WHAT THE EXERCISE ASKS
With the line containing "index pip: (272, 241)" as the starting point, output every line of the data below through its final line, character for character.

** Opening GIVEN RECORDS block **

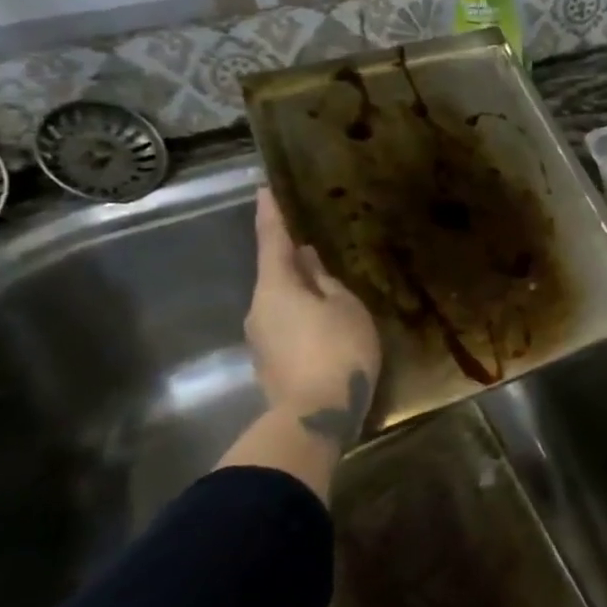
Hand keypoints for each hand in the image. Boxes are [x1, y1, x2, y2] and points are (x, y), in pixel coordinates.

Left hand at [245, 188, 380, 447]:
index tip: (264, 189)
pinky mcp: (269, 362)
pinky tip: (325, 325)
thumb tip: (309, 263)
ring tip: (329, 290)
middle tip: (316, 247)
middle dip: (293, 260)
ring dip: (301, 292)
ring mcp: (260, 338)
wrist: (314, 417)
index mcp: (276, 287)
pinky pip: (286, 326)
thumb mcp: (346, 308)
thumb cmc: (337, 351)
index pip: (272, 241)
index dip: (271, 214)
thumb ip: (327, 282)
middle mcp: (259, 308)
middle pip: (276, 275)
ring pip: (281, 303)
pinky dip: (303, 317)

** Closing GIVEN RECORDS block **

WRITTEN RESPONSE
index pip: (272, 241)
index dip: (271, 214)
thumb ip: (327, 282)
middle mcp: (259, 308)
middle pip: (276, 275)
ring pip: (281, 303)
pinky dip: (303, 317)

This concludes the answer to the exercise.